▼

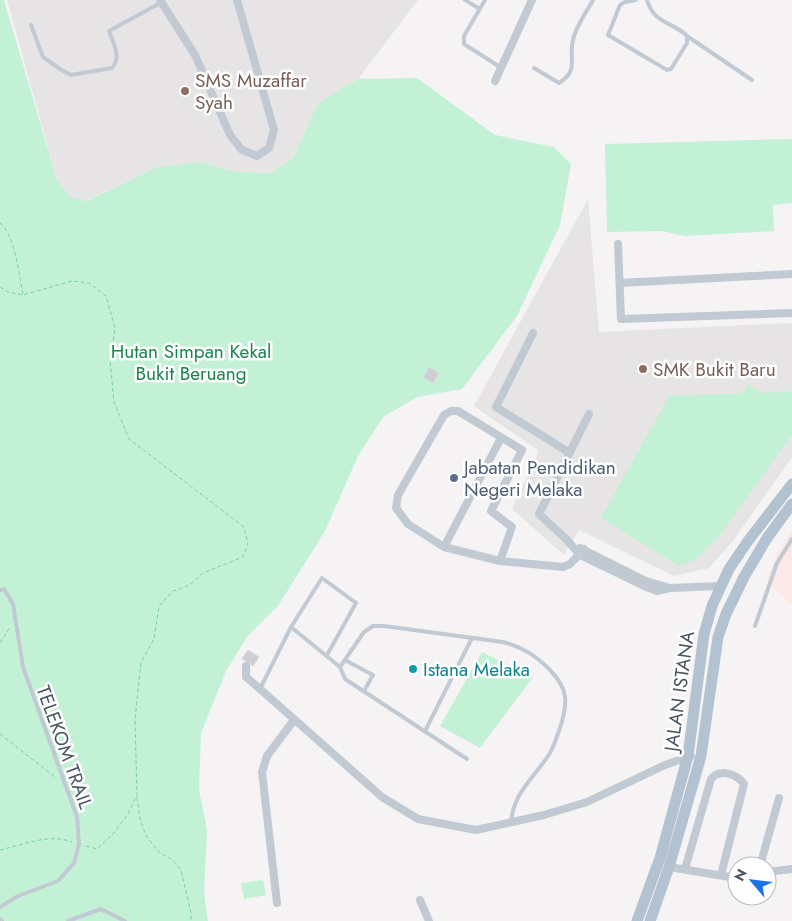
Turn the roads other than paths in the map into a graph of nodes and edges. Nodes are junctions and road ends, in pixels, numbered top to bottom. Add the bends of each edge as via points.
1 (237, 0) edge
2 (465, 0) edge
3 (486, 0) edge
4 (532, 0) edge
5 (593, 0) edge
6 (636, 0) edge
7 (647, 0) edge
8 (161, 1) edge
9 (480, 9) junction
10 (31, 25) dead end
11 (687, 36) junction
12 (501, 68) junction
13 (534, 68) dead end
14 (752, 80) dead end
15 (494, 81) dead end
16 (618, 244) dead end
17 (792, 274) edge
18 (620, 282) junction
19 (792, 313) edge
20 (533, 333) dead end
21 (589, 414) dead end
22 (501, 438) junction
23 (570, 453) junction
24 (792, 484) edge
25 (787, 500) edge
26 (787, 517) edge
27 (767, 538) junction
28 (792, 539) edge
29 (444, 547) junction
30 (582, 552) junction
31 (500, 561) junction
32 (719, 586) junction
33 (0, 590) edge
34 (755, 626) dead end
35 (291, 627) junction
36 (472, 638) junction
37 (327, 655) junction
38 (715, 659) junction
39 (344, 660) junction
40 (246, 666) dead end
41 (340, 667) junction
42 (260, 689) junction
43 (364, 691) junction
44 (294, 720) junction
45 (425, 731) junction
46 (688, 756) junction
47 (701, 756) junction
48 (467, 759) dead end
49 (779, 798) dead end
50 (511, 822) junction
51 (763, 856) edge
52 (669, 866) junction
53 (685, 869) junction
54 (792, 870) edge
55 (777, 871) edge
56 (721, 875) junction
57 (727, 875) edge
58 (420, 900) dead end
59 (277, 903) dead end
60 (0, 907) edge
61 (68, 921) edge
62 (125, 921) edge
63 (430, 921) edge
64 (637, 921) edge
65 (650, 921) edge

1 - 8 street via 274,130 269,148 257,156 242,150 230,135 195,55
2 - 9 lane
3 - 9 lane
4 - 12 street
5 - 13 lane via 573,39 573,63 568,75 559,82
6 - 11 lane via 620,6 608,35 667,70 671,69 687,43
7 - 11 lane via 654,15
8 - 10 lane via 109,31 118,57 112,68 71,74 60,69 44,57
9 - 12 lane via 464,36 464,44
11 - 14 lane
12 - 15 street
16 - 18 street
17 - 18 street
18 - 19 street via 621,319
20 - 23 street via 496,407
21 - 23 street
22 - 29 street
22 - 29 street via 458,411 451,410 444,414 398,495 396,508 408,524
22 - 31 street via 522,450 491,511 512,527
23 - 30 street via 539,514
24 - 25 main road, JALAN ISTANA
25 - 26 main road, JALAN ISTANA
25 - 32 main road, JALAN ISTANA via 748,541
26 - 27 main road, JALAN ISTANA
27 - 32 main road via 746,559 732,582
27 - 38 main road, JALAN ISTANA via 726,614
28 - 34 lane via 777,563
29 - 31 street
30 - 31 street via 563,567
30 - 32 street via 646,581 670,588
32 - 38 main road via 724,592 714,636
32 - 46 main road, JALAN ISTANA via 704,634
33 - 60 lane, TELEKOM TRAIL via 4,589 13,604 23,667 77,817 79,844 74,863 58,881 18,896
35 - 37 lane
35 - 37 lane via 322,578 356,603
35 - 42 lane
36 - 39 lane via 373,626 364,632
36 - 45 lane
36 - 50 lane via 503,642 527,651 554,674 565,692 564,715 554,746 520,792
37 - 41 lane
38 - 47 main road, JALAN ISTANA
39 - 41 lane
39 - 43 lane via 373,675
40 - 42 street via 246,677
41 - 43 lane via 345,678
42 - 44 street
43 - 45 lane
44 - 50 street via 382,797 418,819 476,830
44 - 59 street via 266,756 262,772
45 - 48 lane
46 - 47 street
46 - 50 street via 587,802
46 - 64 main road, JALAN ISTANA via 660,858
47 - 52 main road, JALAN ISTANA
49 - 51 street
52 - 53 street
52 - 65 main road, JALAN ISTANA
53 - 56 street
53 - 56 street via 711,779 716,774 730,774 744,784
54 - 55 street
56 - 57 street
58 - 63 street
61 - 62 lane via 101,909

▲

* What you are asked to do *
Every line containing the string "main" in the entries should be counted; give the resulting number and nothing else.

* Answer to this task *
12